Contemplation--Reflection and Self-Reflection
I also hope to help you develop the potential contemplative philosopher residing in you. It is never too late to become more thoughtful and reflective; and if some of us have avoided developing a reflective life, all of us carry the potential for that development within us throughout our lives. Of course, again, it is difficult to fix a car while driving it; however, that is what the philosophical project requires of us; for in order to have insights about insight, or to know about knowing, we must catch ourselves and others in the act of these very processes. Also, we must continue to drive the car--to raise questions, to have insights, and to come to know, to speak, and to act daily and in a timely way.
However, somewhere in the deeper reaches of your spirit, I think you already know that the underlying meaning in your thought, speech, and acts, is too important to be avoided by your own intelligent reflection; for what we take for granted is often that which, in reflection, reveals itself to be most important to us.
Further, reflection and self-reflection are given to us and, in some sense, develop spontaneously. However, a conscious emphasis enhances and qualifies. As such, building a contemplative life, especially in a culture that fails to encourage it, will not happen on its own. Rather, it happens because we decide to take up a given tradition, and-or if we consciously decide to make reflective thought the centerpiece of our lives. Thus, contemplation is not a “learning style” that is good for other people but not for me. Rather, regardless of learning styles, contemplation is a self-authoring and maturing aspect of any developing human being; a definitive foundation for anything we can call human wisdom; and essential for those of us who live in an increasingly varied, highly nuanced, and complex world. These days, that means everyone.
Reflection can also be about endless avenues and dimensions of meaning about your everyday practical problems, or in your own self, in others, and in things in and out of the world. For instance, as someone with a modicum of reflection already, you commonly ask in any situation: What is going on here? What do your inner feelings “tell” you about that? Why? Can you articulate, and should you act on those feelings? What are your options? And, on what basis should you choose and act or not act?
Of course such reflections are common and important to your life. However, in the present work, we will focus on specific aspects of that common experience of reflection; and the chapters will take you through a guided series of moments of critical-theoretical self-reflection and self-recognition. Thus, our narrative will take up the given potential of your own and everyone else’s reflective and self-reflective practices about everyday events--events that have been occurring over a lifetime and for centuries of other lifetimes. On the other hand, in the present work, we also will bring a critical-theoretical awareness to those practices and, further, discover and self-verify their fount.
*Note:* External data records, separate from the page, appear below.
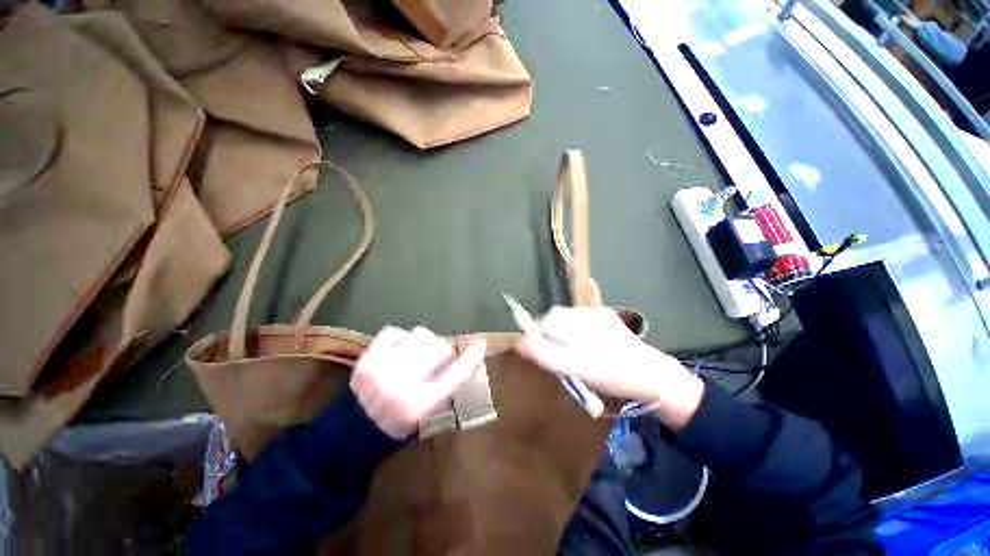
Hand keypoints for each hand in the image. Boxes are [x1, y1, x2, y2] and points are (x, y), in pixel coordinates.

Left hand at [351, 326, 486, 438]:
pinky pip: (393, 332)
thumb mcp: (429, 411)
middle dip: (442, 350)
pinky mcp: (366, 361)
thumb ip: (448, 383)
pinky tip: (398, 349)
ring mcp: (382, 371)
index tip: (480, 344)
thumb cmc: (399, 422)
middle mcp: (403, 385)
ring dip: (421, 342)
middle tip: (437, 356)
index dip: (470, 358)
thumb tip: (466, 355)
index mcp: (421, 404)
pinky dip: (400, 337)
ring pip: (417, 335)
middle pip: (438, 347)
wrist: (355, 429)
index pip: (455, 374)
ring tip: (414, 354)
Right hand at [516, 307, 703, 430]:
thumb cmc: (612, 376)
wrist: (652, 375)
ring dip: (565, 331)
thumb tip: (520, 342)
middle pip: (556, 317)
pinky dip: (577, 328)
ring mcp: (598, 312)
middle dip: (553, 334)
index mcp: (577, 323)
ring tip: (576, 350)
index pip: (546, 322)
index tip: (550, 355)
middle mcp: (586, 312)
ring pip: (568, 317)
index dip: (542, 338)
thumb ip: (545, 354)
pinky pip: (582, 317)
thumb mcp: (575, 369)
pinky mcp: (607, 316)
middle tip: (563, 355)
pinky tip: (588, 344)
In a passage in Insight, A Study of Human Understanding, Bernard Lonergan speaks of reflection in the context of what he calls the general bias of common sense[3]:
A traditional view credits children of seven years of age with the attainment of an elementary reasonableness. The law regards as a minor anyone under twenty-one years of age. Experts in the field of public entertainment address themselves to a mental age of about twelve years. Still more modest is the scientific attitude that places man’s attainment of knowledge in an indefinitely removed future. Nor is personal experience apt to be reassuring. If everyone has some acquaintance with the spirit of inquiry and reflection, few think of making it the effective centre of their lives; and of that few, still fewer make sufficient progress to be able to withstand other attractions and persevere in their high purpose. (1958, p. 225; 2000, pp. 250-51) (my emphases)
My years on both sides of the desk in the classroom support Lonergan’s remark that many today have little understanding of their own capacities for reflection and self-reflection.[4] Consequently, many languish and fail to develop these habits in their lives. Indeed, and intentionally or not, many cultural forces often lead us towards diminishing or curtailing such practices; and when such forces enter formal education in a systematic way, we can hear the death knell of any sustained cultural transcendence we might otherwise experience.
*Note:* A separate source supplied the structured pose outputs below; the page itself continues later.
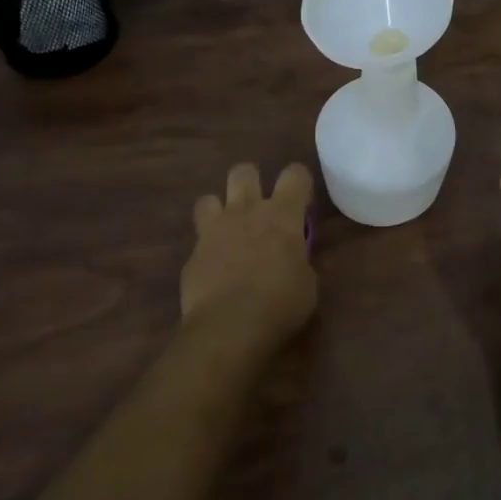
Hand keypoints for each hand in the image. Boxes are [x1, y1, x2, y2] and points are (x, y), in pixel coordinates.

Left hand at [183, 162, 316, 349]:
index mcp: (282, 214)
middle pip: (243, 172)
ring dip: (219, 210)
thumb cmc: (280, 303)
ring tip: (228, 230)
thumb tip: (295, 261)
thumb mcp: (307, 284)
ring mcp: (215, 230)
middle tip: (259, 206)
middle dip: (251, 182)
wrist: (229, 327)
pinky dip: (207, 249)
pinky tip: (214, 269)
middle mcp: (247, 211)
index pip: (294, 174)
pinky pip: (198, 239)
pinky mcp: (192, 254)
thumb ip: (300, 263)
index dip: (299, 182)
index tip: (301, 202)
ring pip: (208, 198)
Of course, our mind-ful practices are based on a fundamental understanding that we do not already know everything there is to know, and are not yet as wise as we can be, or would like to be.
However, it remains that you and I can come to understand such potential in ourselves; and we can choose to invite its happening, and to deepen our approach to life through developing such habits in ourselves and perhaps inspiring them in others, especially if we are teachers by profession. Also, if we are to survive at all in the writ-large world, the more complex and dangerous our common world becomes, the more we must take up reflection and self-reflection as a central part of our common education. Thus, in the present work, I call you to recognize and develop your own contemplative capacities and hope this book helps you to realize those capacities in a critical way.